Вспышка боли. Клок тряпки в руке… приглашение. Он должен был куда-то пойти. Предлагали работу… Какую? Надо вспомнить. Мальчишка еще был. Грязный.
Пощечина приводит в чувство.
– Ну вот, а говоришь… – Дядя зажимает переносицу, заставляя запрокинуть голову. Затылок опускается на что-то металлическое, и Урфин понимает: он сидит на земле, точнее, полулежит, и в голове мерзковатая слабость. – Здоровый он… как кутенка утопить можно.
Магнус ворчит не зло.
– Вспоминалось.
– Молчи уже, вспоминальщик.
Дышать приходится ртом. На губах соленое – наверняка кровь.
– А ты думал, что все оно даром пройдет? Все твои переломы, синяки, шрамы… Железным себя вообразил? Так и железо предел прочности имеет. Ты к своему подошел вплотную. И если сейчас не угомонишься, то может случиться так, что однажды тебе просто не хватит сил, когда они и вправду нужны будут. Держи. Скоро остановится.
Кровь все шла. Тонкой струйкой сползала по губам. И снова Магнус прав. Слишком много было за последние месяцы всего. Да и раньше хватало. Но как отдыхать, если все не стабильно…
– У тебя много врагов, мальчик мой. Дай им только повод.
– Не дам.
Урфин выживет назло всем. Прежде ведь получалось. На одном упрямстве, а теперь… теперь, пожалуй, он даже знает, чего ради стоит выживать.
– И ты же понимаешь, что теперь дал им удобную мишень.
Это он о чем?
О Тиссе.
– Я не позволю…
– Уже позволил.
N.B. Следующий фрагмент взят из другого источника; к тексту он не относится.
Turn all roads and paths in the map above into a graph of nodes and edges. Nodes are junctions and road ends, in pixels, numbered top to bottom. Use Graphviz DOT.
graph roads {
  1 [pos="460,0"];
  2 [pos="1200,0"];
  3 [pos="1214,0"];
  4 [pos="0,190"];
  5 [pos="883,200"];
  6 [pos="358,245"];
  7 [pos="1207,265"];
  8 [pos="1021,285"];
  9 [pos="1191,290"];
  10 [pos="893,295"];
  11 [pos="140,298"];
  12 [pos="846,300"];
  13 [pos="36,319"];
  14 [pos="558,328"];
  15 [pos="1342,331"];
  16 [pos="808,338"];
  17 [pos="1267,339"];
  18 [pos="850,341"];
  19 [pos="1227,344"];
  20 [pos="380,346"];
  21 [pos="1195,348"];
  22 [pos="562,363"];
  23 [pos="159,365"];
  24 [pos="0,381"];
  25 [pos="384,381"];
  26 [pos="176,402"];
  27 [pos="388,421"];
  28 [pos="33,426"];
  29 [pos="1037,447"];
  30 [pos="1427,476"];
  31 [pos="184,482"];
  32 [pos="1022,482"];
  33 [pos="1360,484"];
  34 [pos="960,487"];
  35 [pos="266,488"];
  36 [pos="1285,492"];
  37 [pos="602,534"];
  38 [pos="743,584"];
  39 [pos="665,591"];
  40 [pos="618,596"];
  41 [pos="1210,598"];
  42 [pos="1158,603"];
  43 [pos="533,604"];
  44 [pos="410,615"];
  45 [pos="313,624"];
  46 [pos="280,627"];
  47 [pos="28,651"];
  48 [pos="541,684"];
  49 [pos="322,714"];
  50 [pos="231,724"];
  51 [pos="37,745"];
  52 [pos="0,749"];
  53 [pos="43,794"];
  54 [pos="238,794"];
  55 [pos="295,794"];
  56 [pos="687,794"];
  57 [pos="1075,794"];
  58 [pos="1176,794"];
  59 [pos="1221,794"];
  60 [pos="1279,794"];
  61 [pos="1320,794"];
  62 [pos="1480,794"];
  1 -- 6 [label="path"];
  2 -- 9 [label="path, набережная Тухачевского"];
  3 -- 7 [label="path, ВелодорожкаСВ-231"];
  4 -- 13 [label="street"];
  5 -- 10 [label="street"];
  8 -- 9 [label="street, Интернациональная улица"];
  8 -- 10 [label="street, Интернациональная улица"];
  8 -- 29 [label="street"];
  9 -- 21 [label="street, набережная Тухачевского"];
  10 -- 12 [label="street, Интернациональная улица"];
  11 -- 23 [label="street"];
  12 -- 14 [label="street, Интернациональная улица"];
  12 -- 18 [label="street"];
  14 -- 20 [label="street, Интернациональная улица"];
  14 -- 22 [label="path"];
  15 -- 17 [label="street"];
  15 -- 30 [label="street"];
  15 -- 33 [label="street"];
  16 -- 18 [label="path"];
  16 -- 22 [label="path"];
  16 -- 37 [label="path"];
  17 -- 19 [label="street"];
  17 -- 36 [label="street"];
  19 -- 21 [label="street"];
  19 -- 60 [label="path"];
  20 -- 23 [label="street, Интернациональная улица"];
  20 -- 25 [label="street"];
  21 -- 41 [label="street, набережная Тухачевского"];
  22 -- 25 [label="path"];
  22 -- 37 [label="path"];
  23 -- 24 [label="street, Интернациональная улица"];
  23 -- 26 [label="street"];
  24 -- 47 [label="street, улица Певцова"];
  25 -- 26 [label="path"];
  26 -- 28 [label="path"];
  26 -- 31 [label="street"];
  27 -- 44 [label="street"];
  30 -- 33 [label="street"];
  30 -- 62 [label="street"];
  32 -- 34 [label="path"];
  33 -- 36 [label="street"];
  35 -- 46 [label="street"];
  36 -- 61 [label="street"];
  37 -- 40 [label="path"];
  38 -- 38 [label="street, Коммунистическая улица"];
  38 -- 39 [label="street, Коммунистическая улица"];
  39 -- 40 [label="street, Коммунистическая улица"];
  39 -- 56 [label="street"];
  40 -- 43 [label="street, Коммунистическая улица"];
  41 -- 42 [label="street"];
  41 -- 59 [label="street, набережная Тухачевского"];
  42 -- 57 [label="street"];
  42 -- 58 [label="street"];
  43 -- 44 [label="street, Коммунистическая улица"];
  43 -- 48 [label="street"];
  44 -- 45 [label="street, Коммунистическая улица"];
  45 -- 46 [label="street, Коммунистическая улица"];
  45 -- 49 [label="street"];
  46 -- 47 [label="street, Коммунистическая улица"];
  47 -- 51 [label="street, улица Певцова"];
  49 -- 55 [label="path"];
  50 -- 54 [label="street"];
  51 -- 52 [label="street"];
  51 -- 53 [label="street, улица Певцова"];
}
Весь замок в курсе, где она провела эту ночь. Ей не простят. В лучшем случае она перестанет для них существовать.
В худшем… Урфин знал, насколько ядовитыми могут быть слова.
– И свадьба ничего не изменит, если только…
Магнус весьма выразительно замолчал, позволяя самому додумать.
– Ты меня шантажируешь, дядя.
Кровь остановилась. И Урфин оторвал голову от холодной бронзы. Магнус сидел, постукивая стеком по голенищу сапога, и усмехался.
– Сугубо по-родственному, мальчик мой. Сугубо по-родственному… А что делать, если ты такой упрямый? И дружок твой такой же чистоплюй… нельзя заставлять, нельзя заставлять. Нельзя, но иногда можно и нужно, для твоей же пользы. – Он протянул руку. – Подумай еще вот над чем. При том, что происходит… при наших законах… лучше иметь действительный титул, чем его не иметь.